There have been numerous stories about the plight of the newly unemployed former Wall Street hotshot and it really is quite sad. Hard-working paper pushers have gone from seven-figure bonuses to the unemployment office. and in particularly dire cases, they've had to transfer kids to less elite private schools or perhaps even sell an Aspen ski lodge.
All of this could make for a fascinating CNBC reality show styled after hits like The Surreal Life and The Simple Life. Call it The Severed Life. The show would feature recently laid-off high level corporate executives, including former CEOs who left with massive severance packages, there to serve as punching bags: Richard Fuld, Angelo Mozilo, and Ken Lewis -- Oh wait, he somehow still has a job. Lesser-known cast members might include investment bankers and hedge fund managers.

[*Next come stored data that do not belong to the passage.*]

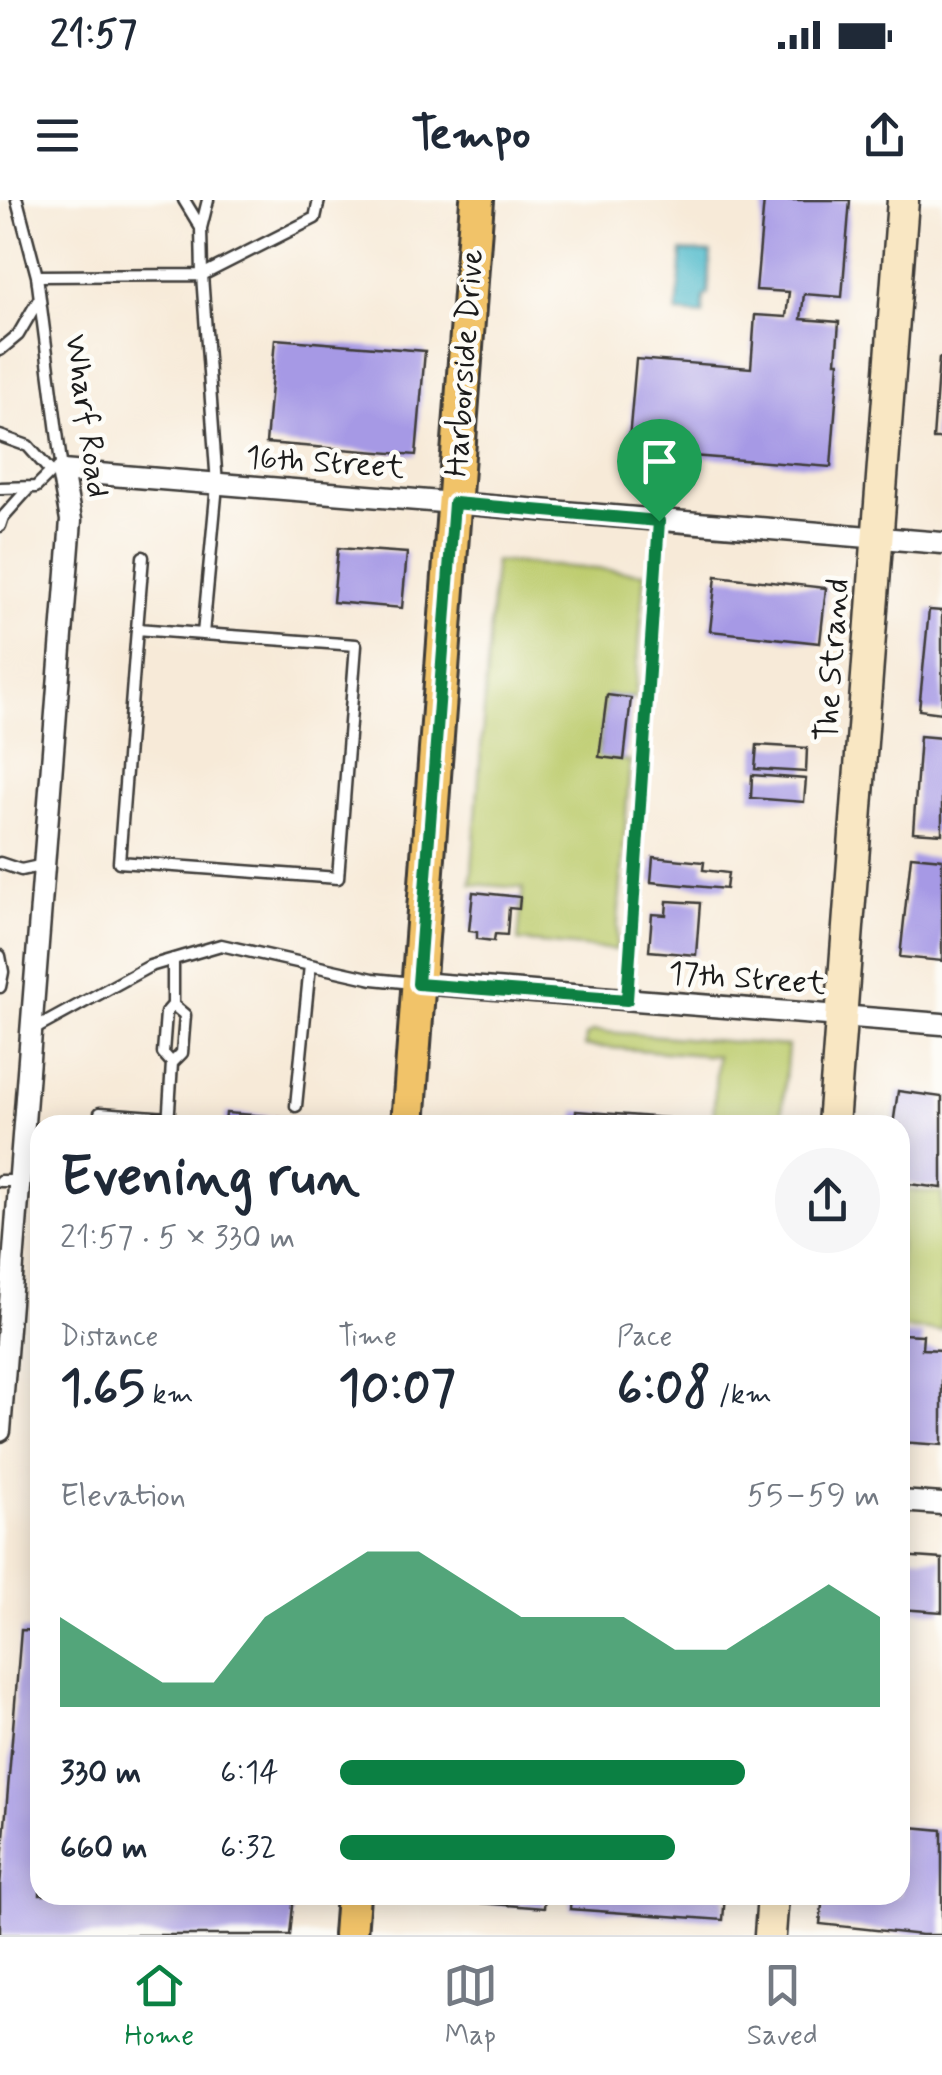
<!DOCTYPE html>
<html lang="en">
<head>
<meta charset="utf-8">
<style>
  body { margin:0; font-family:Mynerve,sans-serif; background:#f6f6f7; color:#1f2937; height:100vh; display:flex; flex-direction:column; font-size:38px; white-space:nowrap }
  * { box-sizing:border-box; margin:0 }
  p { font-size:32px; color:#747a83 }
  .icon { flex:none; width:55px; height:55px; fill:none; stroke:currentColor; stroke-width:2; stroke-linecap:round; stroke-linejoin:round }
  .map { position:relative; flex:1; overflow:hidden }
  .sheet { position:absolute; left:30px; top:915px; width:880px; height:790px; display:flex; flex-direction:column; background:#fff; border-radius:30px; box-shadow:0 5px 25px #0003 }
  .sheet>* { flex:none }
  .pin { position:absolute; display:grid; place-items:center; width:85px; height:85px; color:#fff; margin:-102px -42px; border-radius:50% 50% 50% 0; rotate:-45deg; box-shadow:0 0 10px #0007 }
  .pin .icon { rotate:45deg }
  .round { display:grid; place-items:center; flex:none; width:105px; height:105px; border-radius:52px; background:#f6f6f7 }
  .summary { display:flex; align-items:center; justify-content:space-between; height:170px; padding:0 30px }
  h1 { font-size:55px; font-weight:800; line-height:75px }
  .figures { display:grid; grid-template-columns:repeat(3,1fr); gap:15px; height:170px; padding:10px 30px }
  .figures div { display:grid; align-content:center }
  .figures b { font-size:50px; font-weight:800 }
  .figures small { font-size:28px; font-weight:400 }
  .figures p { font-size:28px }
  .chart { height:280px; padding:20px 30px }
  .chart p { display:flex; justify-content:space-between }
  .chart svg { width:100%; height:180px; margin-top:10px; fill:#0b8043; opacity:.7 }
  ul { padding:0 30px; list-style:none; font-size:32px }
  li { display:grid; grid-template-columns:160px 120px 1fr; align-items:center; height:75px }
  li i { height:25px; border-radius:12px; background:#0b8043 }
  .status { display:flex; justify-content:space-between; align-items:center; height:70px; padding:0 50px; background:#fff; direction:ltr }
  .status svg { height:28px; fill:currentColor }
  header { display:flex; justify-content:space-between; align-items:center; height:130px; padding:0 30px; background:#fff; font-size:45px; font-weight:800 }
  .tab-bar { display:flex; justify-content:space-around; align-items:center; height:140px; border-top:2px solid #e0e1e3; background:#fff; font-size:28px; color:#747a83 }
  .tab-bar a { display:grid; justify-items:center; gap:5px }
  .tab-bar .on { color:#0b8043 }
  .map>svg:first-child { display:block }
</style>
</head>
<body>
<div class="status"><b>21:57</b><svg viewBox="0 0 49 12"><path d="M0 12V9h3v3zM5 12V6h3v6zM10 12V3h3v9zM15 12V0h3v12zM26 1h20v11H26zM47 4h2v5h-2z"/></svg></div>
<header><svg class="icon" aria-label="menu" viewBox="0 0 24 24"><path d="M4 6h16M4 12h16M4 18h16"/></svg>Tempo<svg class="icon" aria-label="share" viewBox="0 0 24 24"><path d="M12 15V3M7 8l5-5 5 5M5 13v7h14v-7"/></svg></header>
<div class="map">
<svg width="942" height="1735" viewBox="0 0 942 1735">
  <rect width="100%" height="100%" fill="#fdfcf7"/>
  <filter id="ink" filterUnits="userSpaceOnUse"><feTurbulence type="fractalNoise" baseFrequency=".01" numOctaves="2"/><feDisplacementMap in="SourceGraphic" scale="20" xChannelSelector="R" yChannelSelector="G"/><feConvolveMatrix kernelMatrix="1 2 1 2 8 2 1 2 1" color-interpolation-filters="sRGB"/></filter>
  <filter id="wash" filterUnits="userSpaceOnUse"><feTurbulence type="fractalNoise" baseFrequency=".0048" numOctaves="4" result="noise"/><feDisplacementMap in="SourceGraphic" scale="40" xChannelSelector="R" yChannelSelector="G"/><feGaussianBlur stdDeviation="2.25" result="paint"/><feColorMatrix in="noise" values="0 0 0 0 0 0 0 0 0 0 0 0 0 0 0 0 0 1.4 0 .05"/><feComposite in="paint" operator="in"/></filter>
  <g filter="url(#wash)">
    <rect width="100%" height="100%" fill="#f7ead8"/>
    <path fill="#bdcc6e" stroke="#6c7445" stroke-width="2.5" d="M495 361 645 373 635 498 607 495 599 556 630 561 616 750 518 741 523 688 471 684Z
      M593 831 788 846 781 925H713L717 856 585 846 586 836Z
      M900 990 942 993V1131L900 1128Z"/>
    <path fill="#4fbacb" stroke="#366b74" stroke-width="2.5" d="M682 51 711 53 708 95 704 96 703 115 677 113Z"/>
    <g id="blocks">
      <path fill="#a699e5" d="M764 0H850L842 97 804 94 801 119 839 122 836 162H839L831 267 628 251 636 159 751 168 755 115 786 117 789 92 756 90Z
        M275 139 425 151 416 255 266 243Z
        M939 158H942V239H933Z
        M338 348 407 353 402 408 333 402Z
        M716 376 826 388 820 443 710 431Z
        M929 410 942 411V513L919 510Z
        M607 495 631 498 624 560 599 557Z
        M920 536 942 538V634L913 632Z
        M757 545 807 548 806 572 755 569Z
        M752 575 806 579 804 602 751 598Z
        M911 656 942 659V761L900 757Z
        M653 657 704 662 703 670 728 673 726 689 651 682Z
        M473 692 520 697 519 709 509 708 507 735 495 734 494 741 477 739V732L469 731Z
        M667 701 700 703 696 755 649 751 652 714 666 715Z
        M898 891 942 897V988L900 983V925H893Z
        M576 911 704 921 703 925H575Z
        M226 913 344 922V925H225Z
        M900 1134 923 1135 922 1149 942 1150V1245L900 1242Z
        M900 1356 942 1359V1412L900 1409Z
        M21 1430 40 1431V1695H294L290 1735H0V1686Z
        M900 1626 942 1630V1735H922L820 1724 823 1695H900Z
        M482 1695H545L544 1708 481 1703Z
        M571 1695H725L723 1720 570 1709Z"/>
    </g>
  </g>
  <g filter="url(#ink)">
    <use href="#blocks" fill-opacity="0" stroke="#3d3b38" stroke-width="2.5"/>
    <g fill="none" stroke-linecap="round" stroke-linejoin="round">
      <g stroke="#3d3b38" stroke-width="15">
        <path id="lane" d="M184 0 201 28 208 0
          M201 28 202 75 217 285 203 434 356 445 338 678 119 662 137 429 203 434
          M37 76 202 75 315 18 319 0
          M0 150 18 135 39 99
          M0 236 28 246 51 272
          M0 288 36 287 51 272 62 271 37 76 17 0
          M0 326 3 317 29 288
          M137 429 143 357
          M0 663 21 670 44 665
          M0 756 3 772 0 787
          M627 799 659 321
          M33 830 150 766 221 745 373 779 413 783
          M172 863 163 853 166 813 173 805V759
          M296 906 310 765
          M100 913 168 918
          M168 925 172 863 182 853 185 815 173 805
          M0 981H19"/>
      </g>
      <g stroke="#3d3b38" stroke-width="25">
        <path id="street" d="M419 783 942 824
          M0 1231 71 320 62 271 942 343
          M900 1301 942 1304"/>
      </g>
      <g stroke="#3d3b38" stroke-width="35">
        <path id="secondary" d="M833 925 903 0
          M770 1735 773 1695"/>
      </g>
      <g stroke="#3d3b38" stroke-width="38">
        <path id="primary" d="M408 925 477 0
          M350 1735 353 1695"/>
      </g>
      <use href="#lane" stroke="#fff" stroke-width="10"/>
      <use href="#street" stroke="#fff" stroke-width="20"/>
      <use href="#secondary" stroke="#f9e7c3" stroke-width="30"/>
      <use href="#primary" stroke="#f1c369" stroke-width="32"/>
    </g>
  </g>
  <g fill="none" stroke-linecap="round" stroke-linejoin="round" filter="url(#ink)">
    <g stroke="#fff" stroke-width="20">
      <path id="route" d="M454 303 659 321 627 800 418 784Z"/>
    </g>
    <use href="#route" stroke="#0b8043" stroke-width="12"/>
  </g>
  <g text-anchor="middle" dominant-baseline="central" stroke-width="9" stroke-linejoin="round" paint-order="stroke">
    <g font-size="32" fill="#1c1c1c" stroke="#fdfcf7">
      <text transform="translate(465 163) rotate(-86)">Harborside Drive</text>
      <text transform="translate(86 216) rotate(82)">Wharf Road</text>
      <text transform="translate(325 263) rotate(4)">16th Street</text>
      <text transform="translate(833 460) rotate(-86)">The Strand</text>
      <text transform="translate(747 779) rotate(4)">17th Street</text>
    </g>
  </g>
</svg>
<div class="pin" style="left:659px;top:321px;background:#1e9e55"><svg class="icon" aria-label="arrive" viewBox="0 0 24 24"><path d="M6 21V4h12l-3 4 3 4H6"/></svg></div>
<section class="sheet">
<div class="summary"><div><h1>Evening run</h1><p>21:57 · 5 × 330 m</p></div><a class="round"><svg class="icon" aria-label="share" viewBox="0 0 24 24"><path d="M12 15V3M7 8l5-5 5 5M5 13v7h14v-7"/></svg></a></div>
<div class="figures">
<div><p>Distance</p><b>1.65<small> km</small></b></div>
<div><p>Time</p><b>10:07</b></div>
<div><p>Pace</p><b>6:08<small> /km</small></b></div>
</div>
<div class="chart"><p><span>Elevation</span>55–59 m</p>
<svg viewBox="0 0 160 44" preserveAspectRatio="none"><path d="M0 44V22L10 30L20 38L30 38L40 22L50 14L60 6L70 6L80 14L90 22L100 22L110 22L120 30L130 30L140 22L150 14L160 22V44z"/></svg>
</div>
<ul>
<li><b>330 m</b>6:14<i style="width:75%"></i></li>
<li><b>660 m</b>6:32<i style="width:62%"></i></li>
</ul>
</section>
</div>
<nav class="tab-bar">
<a class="on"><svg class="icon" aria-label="home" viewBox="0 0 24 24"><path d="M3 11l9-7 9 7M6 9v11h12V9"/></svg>Home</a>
<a><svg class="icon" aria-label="map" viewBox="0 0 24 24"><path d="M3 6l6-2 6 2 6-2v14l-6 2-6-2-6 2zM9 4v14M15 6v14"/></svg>Map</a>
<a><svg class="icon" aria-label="saved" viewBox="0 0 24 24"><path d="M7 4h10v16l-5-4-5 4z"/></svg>Saved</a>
</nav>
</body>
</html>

The cast members would live together in a two bedroom house, five to a room, sleeping on cots. Each episode would feature bickering, drunken hook-ups and mindless scavenger hunts like sorting through mortgage applications to try to figure out how anyone could be dumb enough to approve them. Every week, the cast members would vote one of their brethren off the show and the last remaining banker(s) would receive $1 million of TARP money because let's be honest, it wouldn't be any more ridiculous than some of the things the bailout has already been spent on.